Okay, Doug, I’ll bite.

My proposal: that Kathleen Wynne’s Liberals push ahead with two key legislative moves to restore confidence in the province’s largest municipal council.

First, pass an order-in-council that would require the City of Toronto to hold a general municipal election before the end of April, 2014, with the next one scheduled for October, 2018.

Secondly, amend the City of Toronto and Municipal Elections acts to allow ranked ballot elections, as well as provide about 250,000 permanent residents with the right to vote, as recommended by council last July.

It’s safe to assert at this point that council is in the midst of a full-blown governance crisis. So let’s not waste it. The province can leverage this chaos to accelerate a program of democratic reform that is council-supported and forward-thinking, and, as a bonus, may well rid us of the scourge of the brothers Ford once and for all. After all, Ford’s 2010 election, and the pounding migraine that has ensued, represents perhaps the best argument I’ve ever heard against first-past-the-post elections.

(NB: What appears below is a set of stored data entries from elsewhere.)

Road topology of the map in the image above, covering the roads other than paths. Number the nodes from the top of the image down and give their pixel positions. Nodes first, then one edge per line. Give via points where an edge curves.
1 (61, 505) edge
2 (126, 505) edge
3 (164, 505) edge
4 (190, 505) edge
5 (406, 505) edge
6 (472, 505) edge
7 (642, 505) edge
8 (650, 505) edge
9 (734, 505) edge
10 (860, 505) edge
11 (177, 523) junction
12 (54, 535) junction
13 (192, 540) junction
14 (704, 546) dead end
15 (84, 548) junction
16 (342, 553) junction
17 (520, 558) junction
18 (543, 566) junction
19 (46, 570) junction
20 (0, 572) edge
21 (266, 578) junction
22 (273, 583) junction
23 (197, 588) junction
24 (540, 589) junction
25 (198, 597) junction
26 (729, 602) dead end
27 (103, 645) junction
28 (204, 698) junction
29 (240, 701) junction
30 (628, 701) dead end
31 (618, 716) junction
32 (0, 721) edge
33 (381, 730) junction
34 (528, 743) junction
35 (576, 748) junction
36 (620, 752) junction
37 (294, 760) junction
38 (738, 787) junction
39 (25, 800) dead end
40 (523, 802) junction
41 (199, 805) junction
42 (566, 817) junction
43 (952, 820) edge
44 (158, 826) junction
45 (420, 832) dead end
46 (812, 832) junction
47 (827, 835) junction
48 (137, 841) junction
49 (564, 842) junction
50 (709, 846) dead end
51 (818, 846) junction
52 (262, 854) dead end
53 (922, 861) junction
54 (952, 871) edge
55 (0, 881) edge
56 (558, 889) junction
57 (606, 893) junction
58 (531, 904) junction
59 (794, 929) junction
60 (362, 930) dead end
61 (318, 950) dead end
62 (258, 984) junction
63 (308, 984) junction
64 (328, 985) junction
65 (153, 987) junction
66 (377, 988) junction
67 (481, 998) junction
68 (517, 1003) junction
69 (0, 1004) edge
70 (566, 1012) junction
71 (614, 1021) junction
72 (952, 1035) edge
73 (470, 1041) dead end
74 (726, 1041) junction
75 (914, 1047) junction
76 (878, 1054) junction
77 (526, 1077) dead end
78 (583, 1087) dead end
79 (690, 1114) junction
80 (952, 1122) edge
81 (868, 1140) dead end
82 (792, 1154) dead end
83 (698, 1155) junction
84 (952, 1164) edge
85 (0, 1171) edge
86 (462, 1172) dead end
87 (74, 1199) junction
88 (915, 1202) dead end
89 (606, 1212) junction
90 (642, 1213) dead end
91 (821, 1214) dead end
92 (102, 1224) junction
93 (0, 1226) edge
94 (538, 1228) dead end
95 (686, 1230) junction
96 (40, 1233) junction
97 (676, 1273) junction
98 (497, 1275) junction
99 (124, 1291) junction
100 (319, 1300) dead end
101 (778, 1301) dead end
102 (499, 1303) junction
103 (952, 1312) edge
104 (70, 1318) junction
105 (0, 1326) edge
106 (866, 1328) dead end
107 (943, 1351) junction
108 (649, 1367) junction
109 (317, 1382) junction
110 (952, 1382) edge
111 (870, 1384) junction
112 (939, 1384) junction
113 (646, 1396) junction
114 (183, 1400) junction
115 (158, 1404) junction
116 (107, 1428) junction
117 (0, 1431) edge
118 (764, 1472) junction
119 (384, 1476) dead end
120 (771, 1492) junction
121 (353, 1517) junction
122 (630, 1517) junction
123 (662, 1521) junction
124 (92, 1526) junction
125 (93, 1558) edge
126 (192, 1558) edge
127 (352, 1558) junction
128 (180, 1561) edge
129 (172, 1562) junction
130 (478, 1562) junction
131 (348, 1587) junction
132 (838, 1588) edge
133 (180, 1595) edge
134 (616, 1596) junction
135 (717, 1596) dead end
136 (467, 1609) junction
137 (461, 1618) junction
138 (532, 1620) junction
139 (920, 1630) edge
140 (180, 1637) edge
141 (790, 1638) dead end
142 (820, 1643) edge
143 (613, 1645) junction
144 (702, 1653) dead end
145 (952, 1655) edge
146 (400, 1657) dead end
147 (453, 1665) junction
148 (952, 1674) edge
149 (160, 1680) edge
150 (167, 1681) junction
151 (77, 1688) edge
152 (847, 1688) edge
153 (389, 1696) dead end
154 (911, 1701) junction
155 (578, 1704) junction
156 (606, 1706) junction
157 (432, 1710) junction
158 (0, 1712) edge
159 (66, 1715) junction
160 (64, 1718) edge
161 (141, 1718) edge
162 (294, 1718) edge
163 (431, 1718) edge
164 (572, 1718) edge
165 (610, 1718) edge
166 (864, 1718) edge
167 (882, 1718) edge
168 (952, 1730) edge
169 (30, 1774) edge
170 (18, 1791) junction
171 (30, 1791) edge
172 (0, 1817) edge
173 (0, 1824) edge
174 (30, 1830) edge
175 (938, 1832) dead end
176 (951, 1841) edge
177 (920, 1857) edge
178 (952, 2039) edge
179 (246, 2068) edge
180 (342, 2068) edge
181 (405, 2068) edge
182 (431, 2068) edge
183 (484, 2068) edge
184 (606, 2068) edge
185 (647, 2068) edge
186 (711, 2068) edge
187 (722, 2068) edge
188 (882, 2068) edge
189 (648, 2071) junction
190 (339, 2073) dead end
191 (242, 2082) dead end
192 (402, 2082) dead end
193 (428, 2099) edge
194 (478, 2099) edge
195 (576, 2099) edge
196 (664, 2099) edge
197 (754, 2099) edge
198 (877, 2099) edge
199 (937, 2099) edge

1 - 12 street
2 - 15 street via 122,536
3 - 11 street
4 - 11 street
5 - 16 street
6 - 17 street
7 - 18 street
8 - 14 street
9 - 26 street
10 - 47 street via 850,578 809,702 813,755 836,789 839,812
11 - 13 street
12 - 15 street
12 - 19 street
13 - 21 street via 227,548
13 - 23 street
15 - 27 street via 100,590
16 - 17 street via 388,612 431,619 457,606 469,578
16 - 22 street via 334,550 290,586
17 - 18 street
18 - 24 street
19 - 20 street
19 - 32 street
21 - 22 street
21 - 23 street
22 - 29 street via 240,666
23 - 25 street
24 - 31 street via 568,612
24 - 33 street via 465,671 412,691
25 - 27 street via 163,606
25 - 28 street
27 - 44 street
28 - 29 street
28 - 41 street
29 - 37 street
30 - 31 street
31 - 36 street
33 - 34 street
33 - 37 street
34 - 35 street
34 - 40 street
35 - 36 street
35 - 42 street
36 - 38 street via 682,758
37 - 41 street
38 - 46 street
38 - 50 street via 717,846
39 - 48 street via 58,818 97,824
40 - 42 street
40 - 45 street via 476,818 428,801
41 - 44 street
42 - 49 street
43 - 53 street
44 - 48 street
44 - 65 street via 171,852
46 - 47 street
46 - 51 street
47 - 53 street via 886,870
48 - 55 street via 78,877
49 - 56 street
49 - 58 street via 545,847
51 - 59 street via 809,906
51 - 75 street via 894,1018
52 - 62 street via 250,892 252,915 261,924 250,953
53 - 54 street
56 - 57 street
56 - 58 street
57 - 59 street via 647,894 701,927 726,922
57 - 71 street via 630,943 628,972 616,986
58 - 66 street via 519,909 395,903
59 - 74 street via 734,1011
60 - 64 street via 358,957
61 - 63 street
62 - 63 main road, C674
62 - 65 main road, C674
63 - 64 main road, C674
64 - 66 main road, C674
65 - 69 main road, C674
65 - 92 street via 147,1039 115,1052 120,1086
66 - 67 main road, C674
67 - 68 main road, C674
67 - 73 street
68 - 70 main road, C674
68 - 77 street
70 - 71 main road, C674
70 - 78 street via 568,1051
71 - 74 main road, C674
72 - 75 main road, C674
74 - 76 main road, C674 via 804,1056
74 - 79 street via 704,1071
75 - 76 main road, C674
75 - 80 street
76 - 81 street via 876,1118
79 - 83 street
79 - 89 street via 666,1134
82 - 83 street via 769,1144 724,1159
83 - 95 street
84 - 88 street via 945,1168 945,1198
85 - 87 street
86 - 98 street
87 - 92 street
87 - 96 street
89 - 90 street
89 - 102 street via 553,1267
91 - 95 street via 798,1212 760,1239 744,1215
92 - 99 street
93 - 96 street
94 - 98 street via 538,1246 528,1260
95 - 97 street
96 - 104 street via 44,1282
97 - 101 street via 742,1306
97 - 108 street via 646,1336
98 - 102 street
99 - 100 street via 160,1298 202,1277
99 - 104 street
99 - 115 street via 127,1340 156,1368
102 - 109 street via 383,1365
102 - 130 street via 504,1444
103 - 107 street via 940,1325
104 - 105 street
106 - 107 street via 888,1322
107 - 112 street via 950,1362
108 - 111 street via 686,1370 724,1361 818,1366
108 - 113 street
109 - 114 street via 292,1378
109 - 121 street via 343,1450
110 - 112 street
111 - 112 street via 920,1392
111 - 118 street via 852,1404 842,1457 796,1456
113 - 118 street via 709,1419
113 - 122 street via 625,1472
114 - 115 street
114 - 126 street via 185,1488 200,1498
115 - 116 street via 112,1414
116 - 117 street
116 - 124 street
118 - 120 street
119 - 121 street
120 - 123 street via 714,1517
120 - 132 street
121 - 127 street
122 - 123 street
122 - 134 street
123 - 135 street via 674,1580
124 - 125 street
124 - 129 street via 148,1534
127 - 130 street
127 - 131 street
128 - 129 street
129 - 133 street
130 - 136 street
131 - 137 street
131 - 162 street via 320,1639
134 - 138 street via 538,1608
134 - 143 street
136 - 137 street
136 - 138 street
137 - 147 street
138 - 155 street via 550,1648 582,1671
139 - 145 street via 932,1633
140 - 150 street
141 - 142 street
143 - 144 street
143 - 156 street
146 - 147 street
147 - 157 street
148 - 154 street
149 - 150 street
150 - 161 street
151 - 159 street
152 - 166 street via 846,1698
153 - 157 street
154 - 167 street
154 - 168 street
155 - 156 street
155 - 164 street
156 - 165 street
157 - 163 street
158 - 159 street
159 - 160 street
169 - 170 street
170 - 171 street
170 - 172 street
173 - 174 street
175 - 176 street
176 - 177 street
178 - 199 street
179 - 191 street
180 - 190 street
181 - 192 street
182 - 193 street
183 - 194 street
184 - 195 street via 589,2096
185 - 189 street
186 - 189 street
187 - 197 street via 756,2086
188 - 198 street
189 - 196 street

Here’s the case in favour of an accelerated election: the Fords’ stunts at council tell me that these political goons are going to do everything in their power to derail the work of local government in Toronto. The threatened lawsuit is just window dressing — what they crave is televised mud-wrestling and the slavish attention of the world’s media. The CNN crews will go home eventually, but the Fords are nothing if not bull-headed. I have every confidence they can keep up this lunacy until next fall.

So despite council’s moves in the past several days to strip Ford of his delegated authority, it can’t muzzle him. There was apparently no will to lock the doors of the mayor’s protocol lounge and hide the keys.

Does that mean we get another of these highway pile-ups every month? Will Ford try to throw a spammer into the work of the executive committee, or turn up at committee meetings with lists of inane questions, like the Energizer bunny on meth?

From where I sit, this session of council is now effectively over. Yes, the councillors may convene to make decisions. But debates on every single issue of substance will be distorted or derailed by the Fords’ histrionics (not to mention the political positioning of Karen Stintz and Denzil Minnan-Wong). It’s time to throw the breaker switch and get on with an election we desperately need to have.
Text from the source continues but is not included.